## RECORDS
=-=-=-=-=

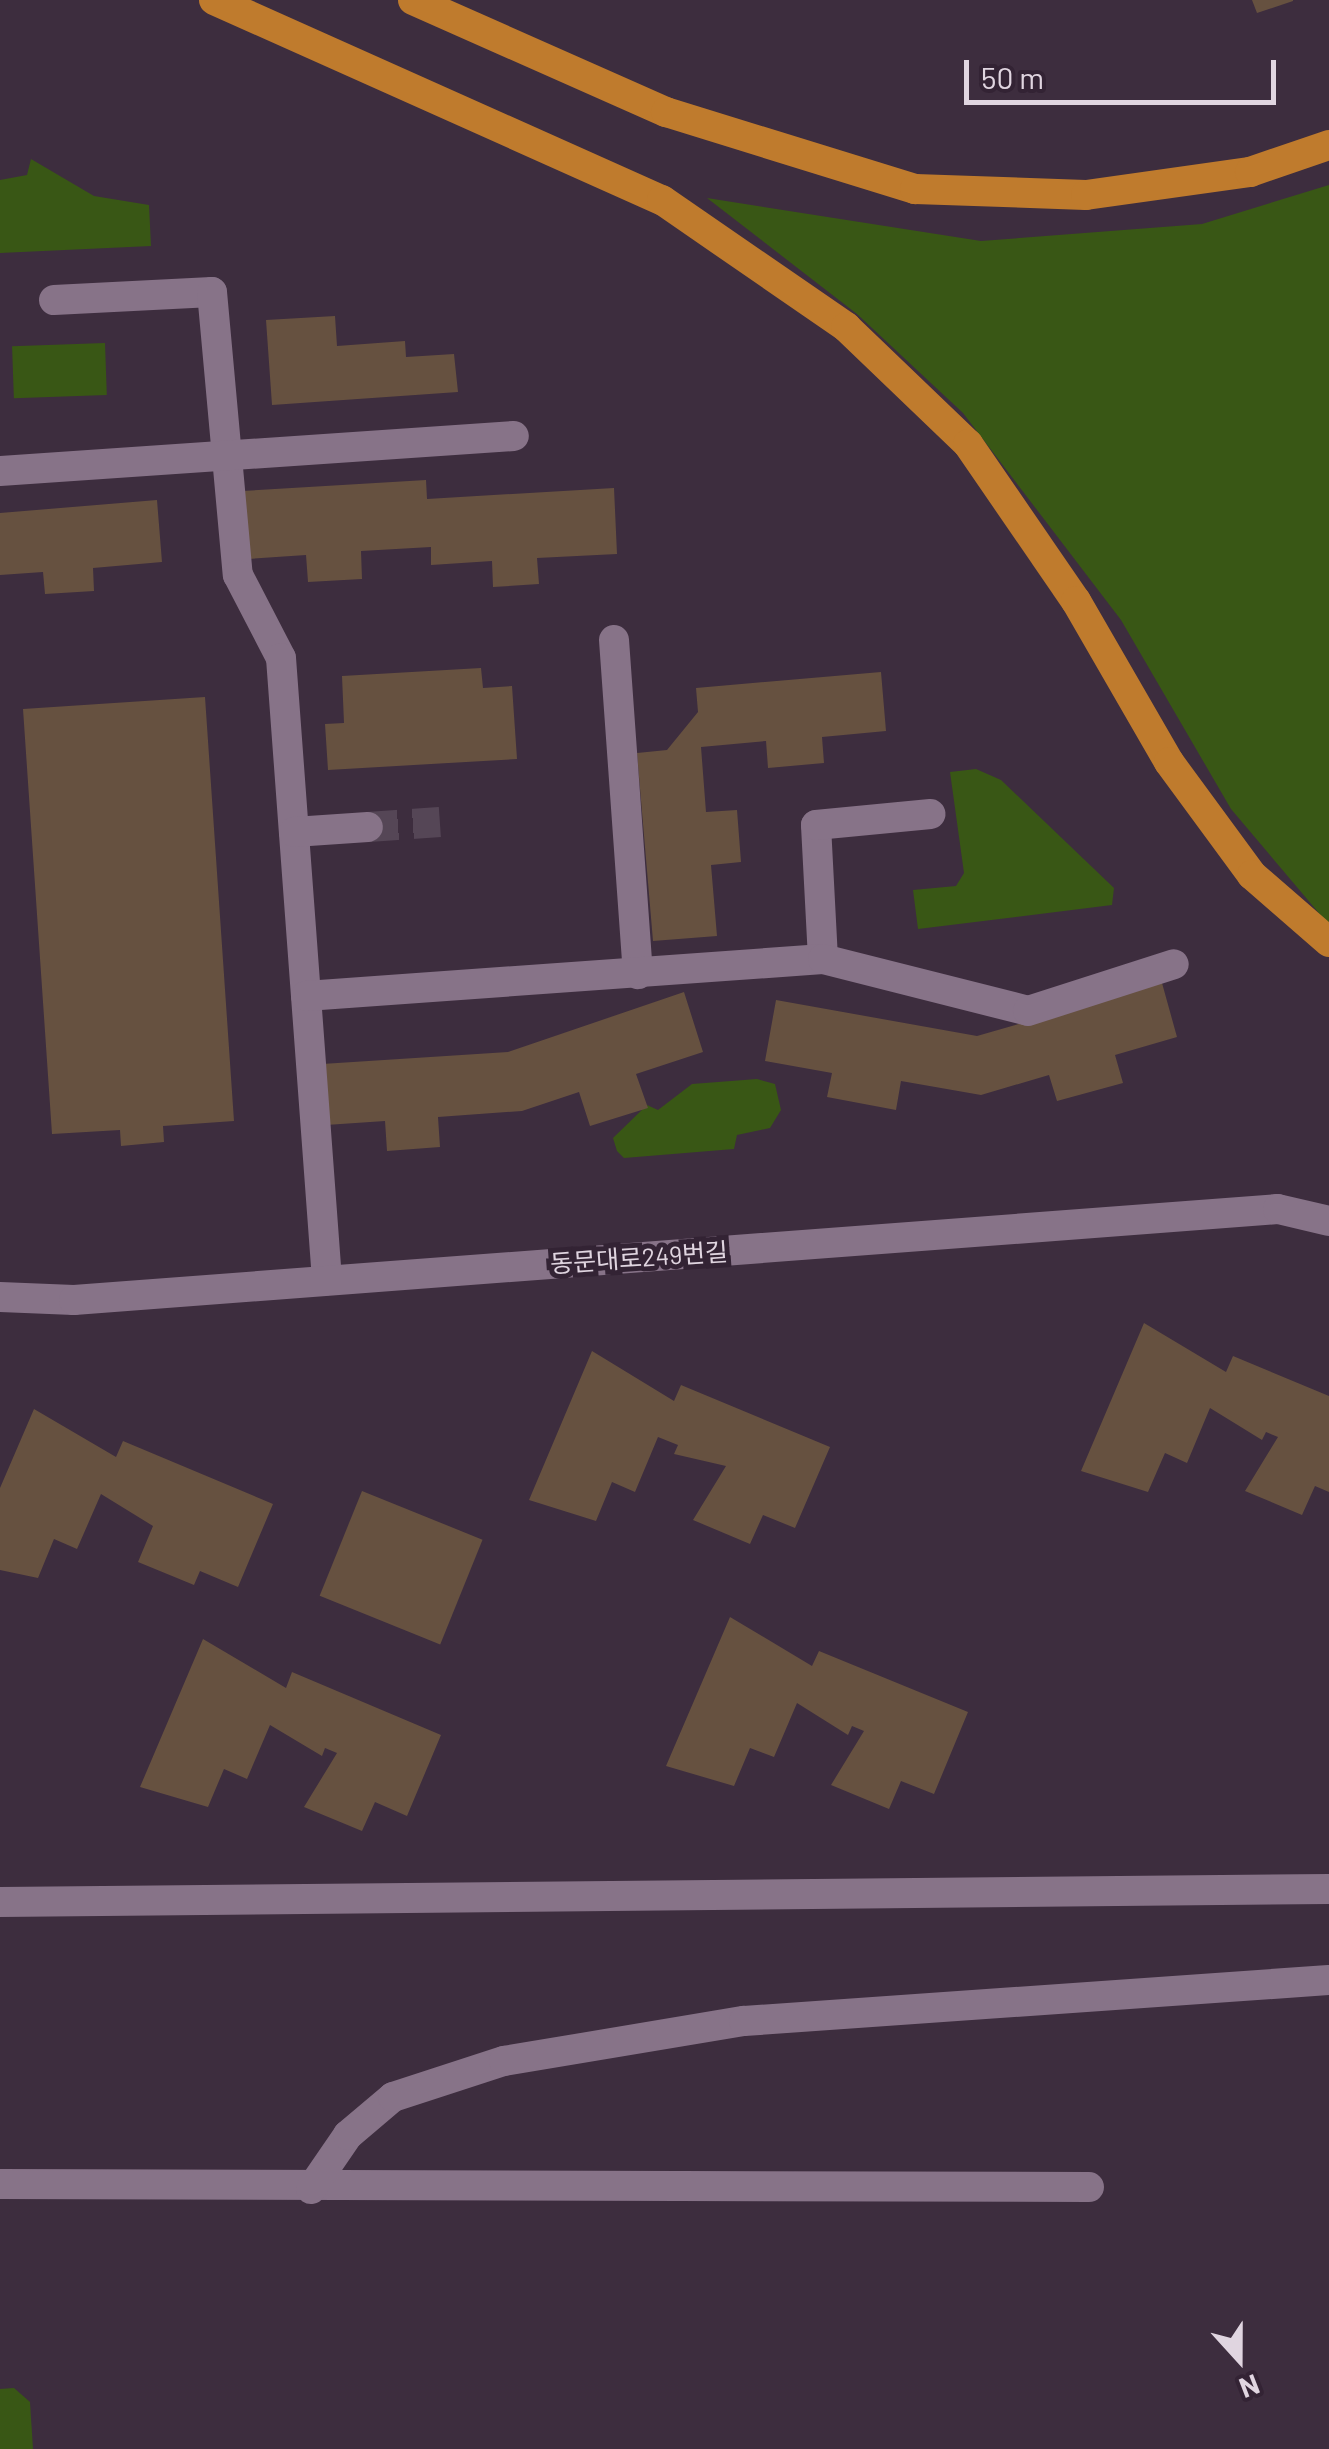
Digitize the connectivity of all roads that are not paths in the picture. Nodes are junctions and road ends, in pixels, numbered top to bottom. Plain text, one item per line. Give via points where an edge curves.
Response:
1 (214, 0) edge
2 (412, 0) edge
3 (1329, 145) edge
4 (54, 300) dead end
5 (514, 436) dead end
6 (227, 456) junction
7 (0, 471) edge
8 (614, 640) dead end
9 (930, 814) dead end
10 (368, 828) tunnel mouth
11 (294, 832) junction
12 (1329, 942) edge
13 (823, 958) junction
14 (1174, 964) dead end
15 (638, 974) junction
16 (306, 996) junction
17 (1329, 1221) edge
18 (328, 1280) junction
19 (0, 1297) edge
20 (1329, 1889) edge
21 (0, 1902) edge
22 (1329, 1980) edge
23 (0, 2184) edge
24 (1089, 2187) dead end
25 (311, 2189) junction

1 - 12 highway via 662,200 846,326 968,444 1076,601 1169,762 1252,875
2 - 3 highway via 666,112 915,190 1086,195 1250,172
4 - 6 street via 212,292
5 - 6 street
6 - 7 street
6 - 11 street via 238,575 282,658
8 - 15 street
9 - 13 street via 816,825
10 - 11 street
11 - 16 street
13 - 14 street via 1028,1011
13 - 15 street
15 - 16 street
16 - 18 street
17 - 18 street, 동문대로249번길 via 1278,1209
18 - 19 street, 동문대로249번길
20 - 21 street
22 - 25 street via 744,2021 504,2062 392,2097 348,2134
23 - 25 street
24 - 25 street

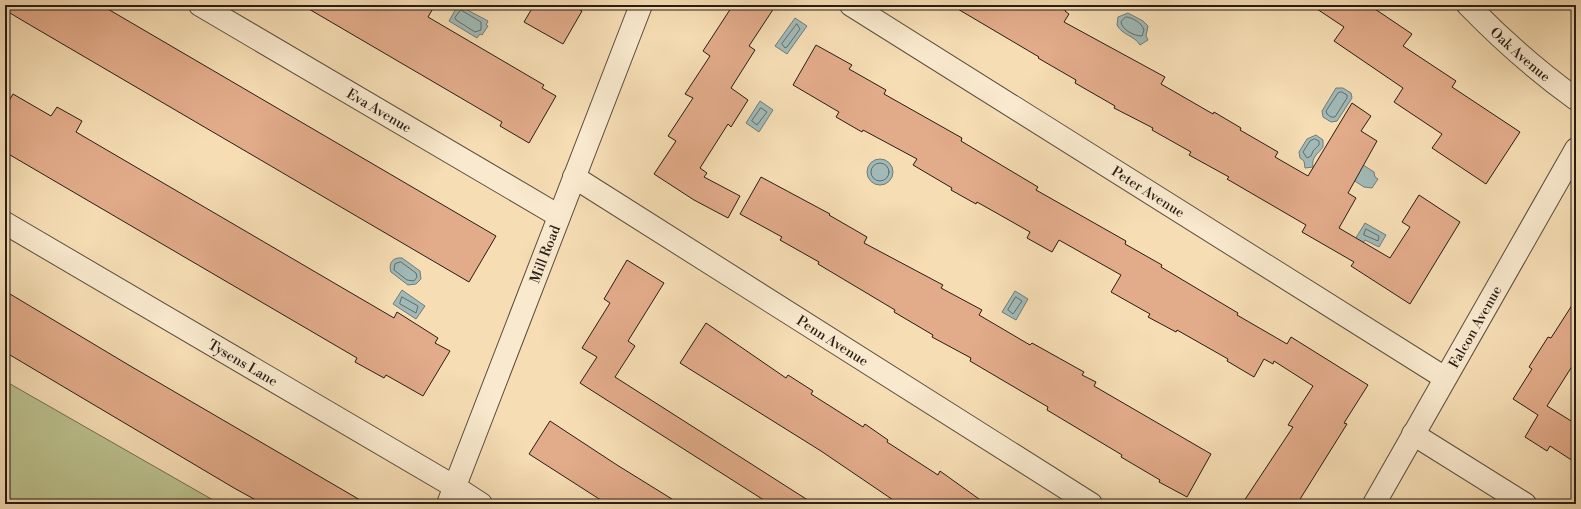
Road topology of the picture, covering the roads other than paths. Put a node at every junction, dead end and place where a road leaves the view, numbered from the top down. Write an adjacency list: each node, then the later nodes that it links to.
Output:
1 (200, 5): 8 (street, Eva Avenue)
2 (641, 5): 7 (street, Mill Road)
3 (851, 5): 10 (street, Peter Avenue)
4 (1468, 5): 5 (street, Oak Avenue)
5 (1576, 99)
6 (1576, 149): 10 (street, Falcon Avenue)
7 (574, 177): 8 (street, Mill Road); 14 (street, Penn Avenue)
8 (559, 216): 12 (street, Mill Road)
9 (5, 223): 12 (street, Tysens Lane)
10 (1445, 378): 11 (street, Falcon Avenue)
11 (1413, 434): 15 (street, Falcon Avenue); 16 (street)
12 (451, 496): 13 (street, Tysens Lane)
13 (481, 504)
14 (1091, 504)
15 (1374, 504)
16 (1525, 504)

=-=-=-=-=

Taking each line of the material above in turn, count those containing the string "picture". State the number alone.

2